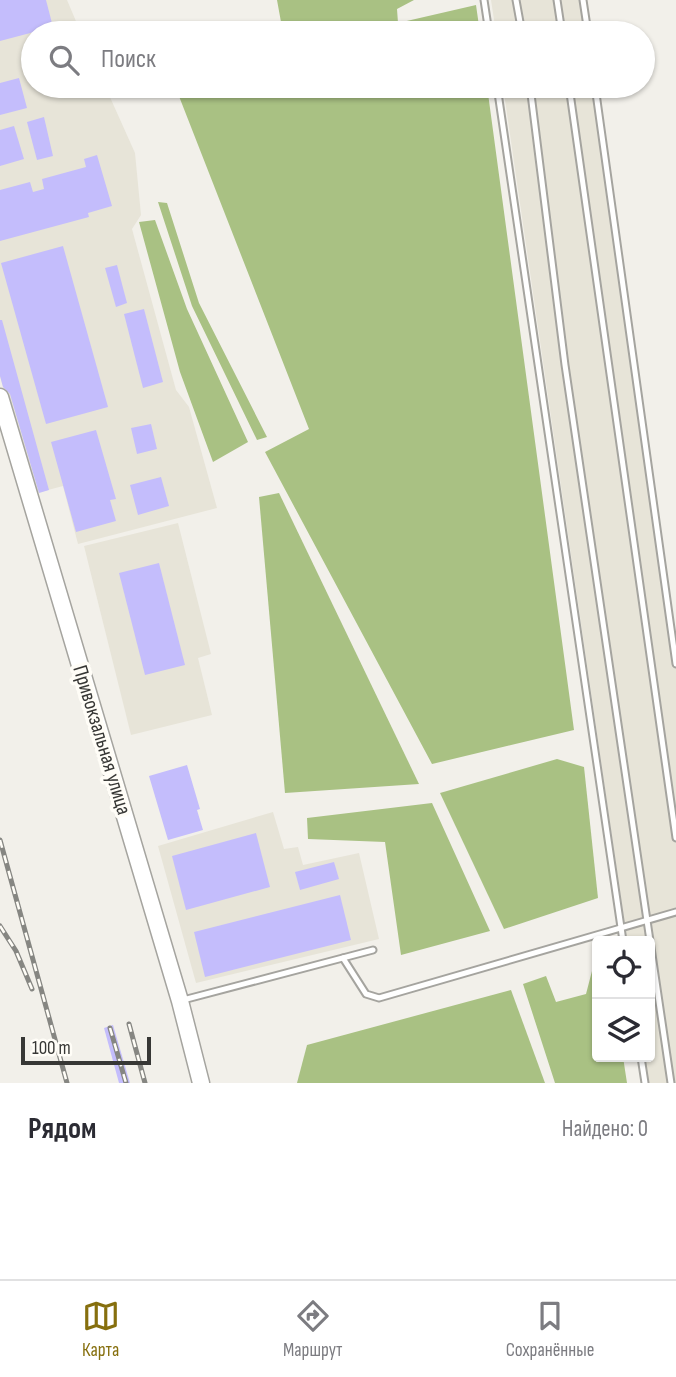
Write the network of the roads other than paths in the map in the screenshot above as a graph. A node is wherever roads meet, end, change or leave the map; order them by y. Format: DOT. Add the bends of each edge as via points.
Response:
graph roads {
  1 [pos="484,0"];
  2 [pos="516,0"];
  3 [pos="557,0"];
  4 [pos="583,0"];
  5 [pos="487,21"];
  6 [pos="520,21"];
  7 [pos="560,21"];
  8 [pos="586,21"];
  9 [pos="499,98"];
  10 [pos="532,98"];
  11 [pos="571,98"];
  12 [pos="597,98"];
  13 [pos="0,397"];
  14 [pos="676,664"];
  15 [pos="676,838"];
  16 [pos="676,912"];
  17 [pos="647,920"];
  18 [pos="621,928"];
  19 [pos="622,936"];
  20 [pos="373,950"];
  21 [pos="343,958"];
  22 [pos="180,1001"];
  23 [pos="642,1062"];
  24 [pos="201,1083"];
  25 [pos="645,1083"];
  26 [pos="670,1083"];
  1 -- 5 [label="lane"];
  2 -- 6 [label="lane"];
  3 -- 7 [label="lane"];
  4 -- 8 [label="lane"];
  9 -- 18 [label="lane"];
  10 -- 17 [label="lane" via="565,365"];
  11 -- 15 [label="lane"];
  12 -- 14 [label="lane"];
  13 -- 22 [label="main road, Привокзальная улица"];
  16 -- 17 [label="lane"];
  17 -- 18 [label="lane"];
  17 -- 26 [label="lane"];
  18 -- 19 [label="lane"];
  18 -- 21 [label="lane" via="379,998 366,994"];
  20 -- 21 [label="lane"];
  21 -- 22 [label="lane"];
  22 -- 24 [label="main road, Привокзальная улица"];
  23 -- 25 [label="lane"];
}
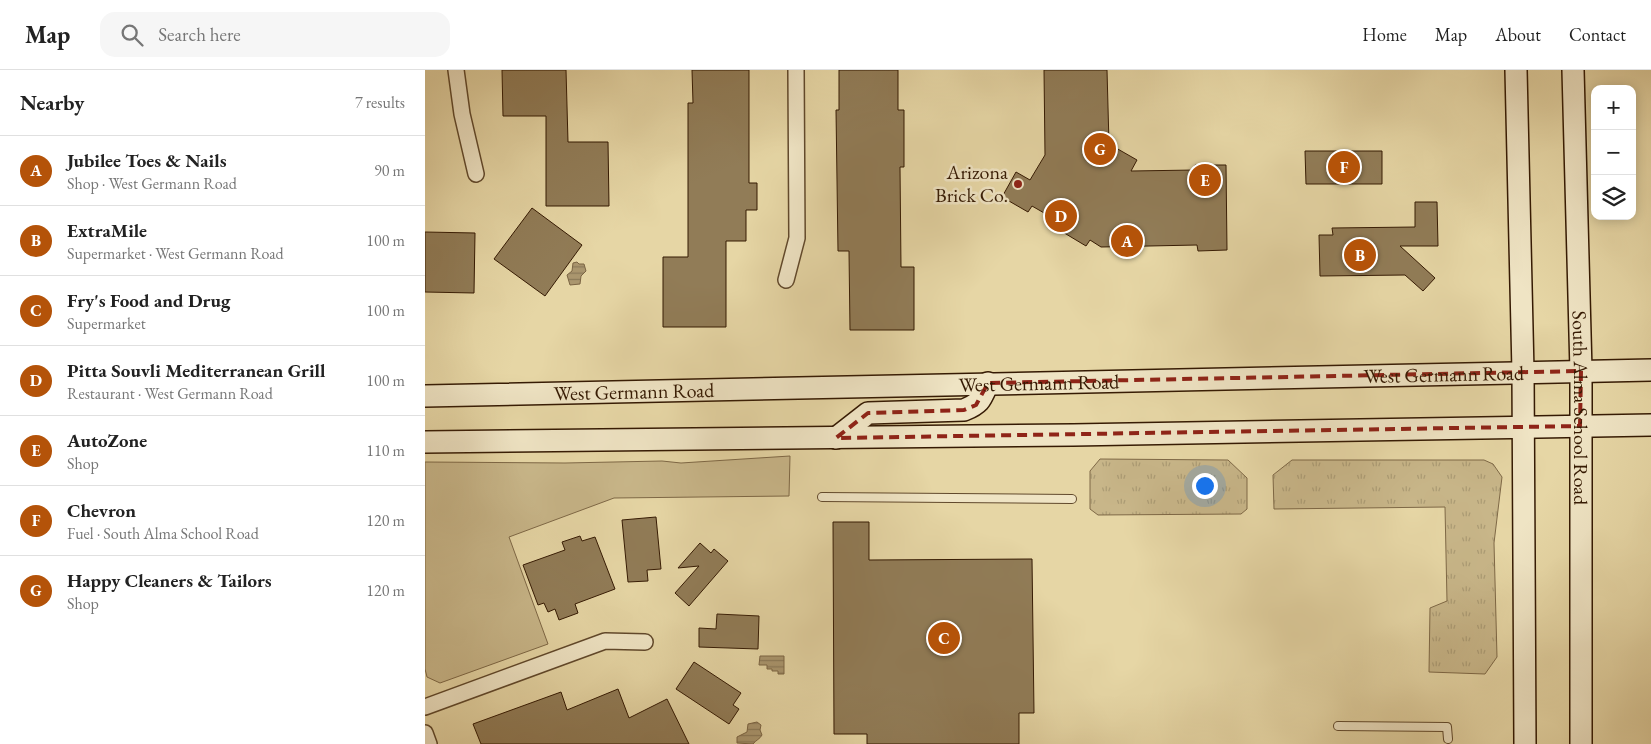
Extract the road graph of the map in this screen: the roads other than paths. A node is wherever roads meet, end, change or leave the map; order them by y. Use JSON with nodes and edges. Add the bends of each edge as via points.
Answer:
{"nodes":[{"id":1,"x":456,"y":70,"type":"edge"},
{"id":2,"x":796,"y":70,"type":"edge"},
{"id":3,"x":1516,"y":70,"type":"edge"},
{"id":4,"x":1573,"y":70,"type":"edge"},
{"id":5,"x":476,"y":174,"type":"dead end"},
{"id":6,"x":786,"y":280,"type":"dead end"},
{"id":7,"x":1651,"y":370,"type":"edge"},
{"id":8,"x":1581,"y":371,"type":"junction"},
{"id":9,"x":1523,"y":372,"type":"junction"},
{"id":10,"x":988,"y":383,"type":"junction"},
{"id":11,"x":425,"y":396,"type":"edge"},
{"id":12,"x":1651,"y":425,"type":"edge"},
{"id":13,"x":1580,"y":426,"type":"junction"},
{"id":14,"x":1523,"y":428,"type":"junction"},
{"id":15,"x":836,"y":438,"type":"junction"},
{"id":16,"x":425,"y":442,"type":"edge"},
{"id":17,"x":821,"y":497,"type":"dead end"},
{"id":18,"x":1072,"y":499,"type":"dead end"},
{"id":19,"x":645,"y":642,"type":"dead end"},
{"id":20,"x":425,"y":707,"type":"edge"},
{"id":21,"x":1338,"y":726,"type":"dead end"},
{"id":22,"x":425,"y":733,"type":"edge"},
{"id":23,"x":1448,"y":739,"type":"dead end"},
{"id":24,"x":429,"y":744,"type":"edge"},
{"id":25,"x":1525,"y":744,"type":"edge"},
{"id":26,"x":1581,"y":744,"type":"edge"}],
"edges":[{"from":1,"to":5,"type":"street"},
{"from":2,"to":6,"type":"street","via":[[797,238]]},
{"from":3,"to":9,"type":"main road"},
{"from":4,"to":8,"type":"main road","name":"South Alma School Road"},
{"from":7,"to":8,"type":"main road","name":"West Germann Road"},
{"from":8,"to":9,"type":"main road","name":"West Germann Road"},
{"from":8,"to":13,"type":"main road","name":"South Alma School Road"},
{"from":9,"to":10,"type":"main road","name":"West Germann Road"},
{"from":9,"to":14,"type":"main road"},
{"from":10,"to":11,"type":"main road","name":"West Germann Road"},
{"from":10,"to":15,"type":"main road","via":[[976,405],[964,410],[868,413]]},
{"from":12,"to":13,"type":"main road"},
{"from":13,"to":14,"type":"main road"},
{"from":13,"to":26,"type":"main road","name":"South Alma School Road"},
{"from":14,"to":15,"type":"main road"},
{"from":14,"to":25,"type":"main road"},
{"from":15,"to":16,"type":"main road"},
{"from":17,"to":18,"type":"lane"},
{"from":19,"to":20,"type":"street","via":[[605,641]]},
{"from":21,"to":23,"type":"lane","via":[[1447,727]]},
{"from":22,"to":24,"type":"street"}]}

GOAL OF THE EXERCISE
Write the entries above out in full, exactly, with no images.

RESULT
Write the network of the roads other than paths in the map in the screenshot above as a graph. A node is wherever roads meet, end, change or leave the map; order them by y. Format: DOT. Add the bends of each edge as via points.
Response:
graph roads {
  1 [pos="484,0"];
  2 [pos="516,0"];
  3 [pos="557,0"];
  4 [pos="583,0"];
  5 [pos="487,21"];
  6 [pos="520,21"];
  7 [pos="560,21"];
  8 [pos="586,21"];
  9 [pos="499,98"];
  10 [pos="532,98"];
  11 [pos="571,98"];
  12 [pos="597,98"];
  13 [pos="0,397"];
  14 [pos="676,664"];
  15 [pos="676,838"];
  16 [pos="676,912"];
  17 [pos="647,920"];
  18 [pos="621,928"];
  19 [pos="622,936"];
  20 [pos="373,950"];
  21 [pos="343,958"];
  22 [pos="180,1001"];
  23 [pos="642,1062"];
  24 [pos="201,1083"];
  25 [pos="645,1083"];
  26 [pos="670,1083"];
  1 -- 5 [label="lane"];
  2 -- 6 [label="lane"];
  3 -- 7 [label="lane"];
  4 -- 8 [label="lane"];
  9 -- 18 [label="lane"];
  10 -- 17 [label="lane" via="565,365"];
  11 -- 15 [label="lane"];
  12 -- 14 [label="lane"];
  13 -- 22 [label="main road, Привокзальная улица"];
  16 -- 17 [label="lane"];
  17 -- 18 [label="lane"];
  17 -- 26 [label="lane"];
  18 -- 19 [label="lane"];
  18 -- 21 [label="lane" via="379,998 366,994"];
  20 -- 21 [label="lane"];
  21 -- 22 [label="lane"];
  22 -- 24 [label="main road, Привокзальная улица"];
  23 -- 25 [label="lane"];
}
Extract the road graph of the map in this screen: the roads other than paths. A node is wherever roads meet, end, change or leave the map; order them by y. Use JSON with nodes and edges. Add the bends of each edge as via points.
Answer:
{"nodes":[{"id":1,"x":456,"y":70,"type":"edge"},
{"id":2,"x":796,"y":70,"type":"edge"},
{"id":3,"x":1516,"y":70,"type":"edge"},
{"id":4,"x":1573,"y":70,"type":"edge"},
{"id":5,"x":476,"y":174,"type":"dead end"},
{"id":6,"x":786,"y":280,"type":"dead end"},
{"id":7,"x":1651,"y":370,"type":"edge"},
{"id":8,"x":1581,"y":371,"type":"junction"},
{"id":9,"x":1523,"y":372,"type":"junction"},
{"id":10,"x":988,"y":383,"type":"junction"},
{"id":11,"x":425,"y":396,"type":"edge"},
{"id":12,"x":1651,"y":425,"type":"edge"},
{"id":13,"x":1580,"y":426,"type":"junction"},
{"id":14,"x":1523,"y":428,"type":"junction"},
{"id":15,"x":836,"y":438,"type":"junction"},
{"id":16,"x":425,"y":442,"type":"edge"},
{"id":17,"x":821,"y":497,"type":"dead end"},
{"id":18,"x":1072,"y":499,"type":"dead end"},
{"id":19,"x":645,"y":642,"type":"dead end"},
{"id":20,"x":425,"y":707,"type":"edge"},
{"id":21,"x":1338,"y":726,"type":"dead end"},
{"id":22,"x":425,"y":733,"type":"edge"},
{"id":23,"x":1448,"y":739,"type":"dead end"},
{"id":24,"x":429,"y":744,"type":"edge"},
{"id":25,"x":1525,"y":744,"type":"edge"},
{"id":26,"x":1581,"y":744,"type":"edge"}],
"edges":[{"from":1,"to":5,"type":"street"},
{"from":2,"to":6,"type":"street","via":[[797,238]]},
{"from":3,"to":9,"type":"main road"},
{"from":4,"to":8,"type":"main road","name":"South Alma School Road"},
{"from":7,"to":8,"type":"main road","name":"West Germann Road"},
{"from":8,"to":9,"type":"main road","name":"West Germann Road"},
{"from":8,"to":13,"type":"main road","name":"South Alma School Road"},
{"from":9,"to":10,"type":"main road","name":"West Germann Road"},
{"from":9,"to":14,"type":"main road"},
{"from":10,"to":11,"type":"main road","name":"West Germann Road"},
{"from":10,"to":15,"type":"main road","via":[[976,405],[964,410],[868,413]]},
{"from":12,"to":13,"type":"main road"},
{"from":13,"to":14,"type":"main road"},
{"from":13,"to":26,"type":"main road","name":"South Alma School Road"},
{"from":14,"to":15,"type":"main road"},
{"from":14,"to":25,"type":"main road"},
{"from":15,"to":16,"type":"main road"},
{"from":17,"to":18,"type":"lane"},
{"from":19,"to":20,"type":"street","via":[[605,641]]},
{"from":21,"to":23,"type":"lane","via":[[1447,727]]},
{"from":22,"to":24,"type":"street"}]}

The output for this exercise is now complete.